START Dataset records
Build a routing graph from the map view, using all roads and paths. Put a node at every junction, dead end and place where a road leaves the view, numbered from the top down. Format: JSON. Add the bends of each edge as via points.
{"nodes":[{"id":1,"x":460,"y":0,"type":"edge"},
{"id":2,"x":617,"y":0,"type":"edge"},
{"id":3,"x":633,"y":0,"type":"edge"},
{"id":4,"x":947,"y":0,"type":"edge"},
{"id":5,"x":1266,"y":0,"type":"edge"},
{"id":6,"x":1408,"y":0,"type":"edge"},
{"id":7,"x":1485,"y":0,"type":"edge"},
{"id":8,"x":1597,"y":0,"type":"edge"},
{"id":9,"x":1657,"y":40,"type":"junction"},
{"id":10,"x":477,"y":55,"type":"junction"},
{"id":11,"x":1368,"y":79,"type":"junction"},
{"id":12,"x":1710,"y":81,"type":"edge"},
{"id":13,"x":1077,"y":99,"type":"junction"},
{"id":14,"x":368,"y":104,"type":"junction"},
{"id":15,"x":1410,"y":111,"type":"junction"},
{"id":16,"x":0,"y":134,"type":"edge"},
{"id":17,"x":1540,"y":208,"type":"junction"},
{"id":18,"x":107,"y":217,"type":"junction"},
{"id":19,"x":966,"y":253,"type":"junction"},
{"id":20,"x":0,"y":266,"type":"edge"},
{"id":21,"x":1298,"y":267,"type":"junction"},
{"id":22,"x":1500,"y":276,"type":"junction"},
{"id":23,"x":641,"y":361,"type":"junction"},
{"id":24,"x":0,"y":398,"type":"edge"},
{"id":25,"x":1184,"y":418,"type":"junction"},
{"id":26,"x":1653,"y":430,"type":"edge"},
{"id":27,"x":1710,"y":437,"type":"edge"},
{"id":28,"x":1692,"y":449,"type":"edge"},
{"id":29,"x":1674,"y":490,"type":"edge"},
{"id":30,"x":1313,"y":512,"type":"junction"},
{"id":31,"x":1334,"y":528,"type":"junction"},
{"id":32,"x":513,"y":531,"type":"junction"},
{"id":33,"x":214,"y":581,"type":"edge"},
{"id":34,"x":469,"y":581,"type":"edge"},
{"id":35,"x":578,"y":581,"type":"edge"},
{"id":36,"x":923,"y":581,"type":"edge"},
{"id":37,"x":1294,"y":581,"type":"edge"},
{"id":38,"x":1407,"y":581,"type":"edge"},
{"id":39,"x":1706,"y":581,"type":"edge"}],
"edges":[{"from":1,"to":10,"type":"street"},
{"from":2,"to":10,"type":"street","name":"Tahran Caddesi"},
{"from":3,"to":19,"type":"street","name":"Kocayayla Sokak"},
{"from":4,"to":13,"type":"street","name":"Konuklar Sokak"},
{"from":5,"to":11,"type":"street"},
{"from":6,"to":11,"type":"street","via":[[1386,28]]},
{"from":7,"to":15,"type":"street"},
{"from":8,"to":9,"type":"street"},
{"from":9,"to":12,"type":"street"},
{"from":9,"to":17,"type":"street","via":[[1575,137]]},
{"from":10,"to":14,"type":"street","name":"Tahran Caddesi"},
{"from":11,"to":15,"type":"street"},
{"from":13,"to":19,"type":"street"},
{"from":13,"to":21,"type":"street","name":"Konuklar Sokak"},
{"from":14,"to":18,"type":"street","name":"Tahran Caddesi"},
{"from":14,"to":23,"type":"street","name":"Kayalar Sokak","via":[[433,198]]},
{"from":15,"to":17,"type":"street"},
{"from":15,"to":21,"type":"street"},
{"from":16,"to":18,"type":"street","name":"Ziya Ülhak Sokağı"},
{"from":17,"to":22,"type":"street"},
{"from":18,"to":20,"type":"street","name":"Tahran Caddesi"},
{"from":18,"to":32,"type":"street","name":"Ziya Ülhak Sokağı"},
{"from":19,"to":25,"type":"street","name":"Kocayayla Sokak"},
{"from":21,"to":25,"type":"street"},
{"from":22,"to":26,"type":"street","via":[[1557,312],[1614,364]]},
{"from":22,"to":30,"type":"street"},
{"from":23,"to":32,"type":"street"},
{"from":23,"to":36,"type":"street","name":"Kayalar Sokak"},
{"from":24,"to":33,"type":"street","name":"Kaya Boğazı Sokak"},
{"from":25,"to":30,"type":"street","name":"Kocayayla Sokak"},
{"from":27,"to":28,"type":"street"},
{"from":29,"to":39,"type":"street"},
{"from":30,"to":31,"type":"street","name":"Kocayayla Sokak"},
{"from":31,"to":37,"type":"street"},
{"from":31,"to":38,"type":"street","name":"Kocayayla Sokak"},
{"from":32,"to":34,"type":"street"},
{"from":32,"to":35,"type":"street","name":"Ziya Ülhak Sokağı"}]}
END Dataset records
--- How to complete this task ---
How many of the lines in the records include the word "Ülhak"? Only the number should be given.

--- Task result ---
3